Wednesday, May 28, 2008

Time Warp Wednesday: Midnight Oil’s Blue Sky Mining

In the mid 1980s to early 1990s, there were some politically minded bands that helped pave the way for the alternative rock movement of the 1990s. Some are still around today, such as R.E.M. and U2. Others, such as Australia’s Midnight Oil, are no longer together. In fact, lead singer, lyricist, and harmonica player Peter Garrett has gone all the way political—moving from rock to Australia’s House of Representatives in 2004 to Minister for Environment, Heritage and Arts in 2007.

Midnight Oil first gained major attention in the US in 1987 with the single “Beds are Burning” off the record, Diesel and Dust. The song is about granting lands rights to Indigenous Australians. By the time Blue Sky Mining was released in 1990, America was ready. And from the first sound of Peter Garrett’s harmonica on the title track, Midnight Oil laid out their views through the great songs on the record.

While Garret was one of the great front men of the 1980s and 1990s, the guitar work of Martin Rotsey was really key to the band’s sound. What a great, blistering player. At a time when The Edge and Peter Buck were defining guitar playing for the 120 Minutes crowd, Ratsey had his own sound and style.

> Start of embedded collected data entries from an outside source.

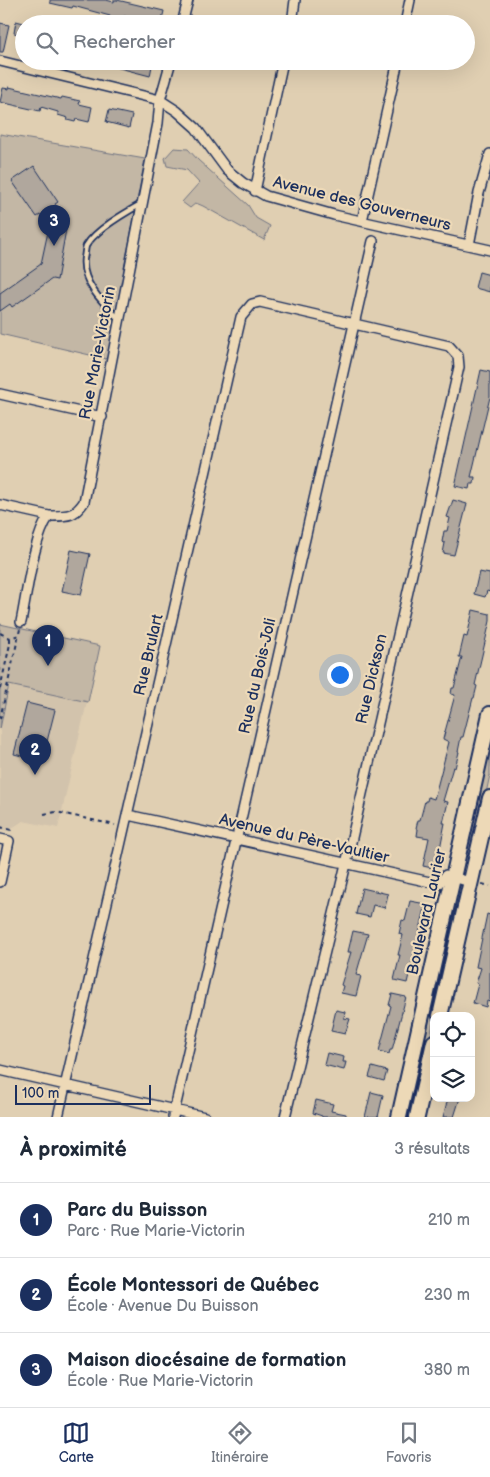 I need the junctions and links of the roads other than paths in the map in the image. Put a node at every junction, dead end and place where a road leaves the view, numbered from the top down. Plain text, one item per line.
1 (188, 0) edge
2 (295, 0) edge
3 (410, 0) edge
4 (184, 15) edge
5 (293, 15) edge
6 (407, 15) edge
7 (0, 61) edge
8 (15, 65) edge
9 (37, 70) edge
10 (168, 70) edge
11 (281, 70) edge
12 (396, 70) edge
13 (160, 100) junction
14 (490, 154) edge
15 (255, 191) junction
16 (142, 204) junction
17 (362, 220) junction
18 (373, 241) dead end
19 (469, 245) junction
20 (490, 250) edge
21 (120, 320) junction
22 (354, 324) junction
23 (0, 394) edge
24 (102, 417) junction
25 (0, 505) edge
26 (49, 516) junction
27 (21, 622) road end
28 (490, 714) edge
29 (490, 798) edge
30 (128, 815) junction
31 (236, 839) junction
32 (5, 840) edge
33 (346, 864) junction
34 (452, 877) junction
35 (0, 882) edge
36 (470, 882) junction
37 (441, 1012) edge
38 (431, 1057) edge
39 (0, 1070) edge
40 (65, 1084) junction
41 (173, 1113) edge
42 (58, 1117) edge
43 (205, 1117) edge
44 (285, 1117) edge
45 (399, 1117) edge
46 (417, 1117) edge

1 - 4 street
2 - 5 street
3 - 6 street
7 - 8 street, Avenue des Gouverneurs
9 - 13 street, Avenue des Gouverneurs
10 - 13 street, Rue Marie-Victorin
11 - 15 street
12 - 17 street
13 - 15 street, Avenue des Gouverneurs
13 - 16 street, Rue Marie-Victorin
14 - 19 street
15 - 17 street, Avenue des Gouverneurs
16 - 21 street, Rue Marie-Victorin
16 - 21 lane
17 - 19 street, Avenue des Gouverneurs
18 - 22 street, Rue du Bois-Joli
19 - 20 street, Avenue des Gouverneurs
21 - 24 street, Rue Marie-Victorin
22 - 30 street, Rue Brulart
22 - 31 street, Rue du Bois-Joli
22 - 33 street, Rue Dickson
23 - 24 street
24 - 26 street, Rue Marie-Victorin
25 - 26 street, Rue Marie-Victorin
26 - 27 street
28 - 34 main road, Boulevard Laurier
29 - 36 main road
30 - 31 street, Avenue du Père-Vaultier
30 - 40 street, Rue Brulart
31 - 33 street, Avenue du Père-Vaultier
31 - 41 street, Rue du Bois-Joli
32 - 35 street
33 - 34 street, Avenue du Père-Vaultier
33 - 44 street, Rue Dickson
34 - 36 street
34 - 45 main road, Boulevard Laurier
36 - 37 main road
38 - 46 main road
39 - 40 street
40 - 41 street
40 - 42 street, Rue Brulart
41 - 43 street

Politics were key to Midnight Oil’s core—who can forget their playing on the back of a flat-bed semi-truck with a banner reading, "Midnight Oil Makes You Dance, Exxon Oil Makes Us Sick", in NYC to protest the Exxo Valdez oil spill. However, without the killer songs it would have been for naught. Tracks such as the aforementioned “Blue Sky Mine,” “Forgotten Years,” and “One Country” still hold up today, musically as well as topically. And really that is what a great record should do. Yeah, and they were also great live as you can see below.

1 comments:

Danielle said...

I can still think of most of the tracks on this album. I played this incessantly during my first year in college. Wait, is this a convergence of musical tastes?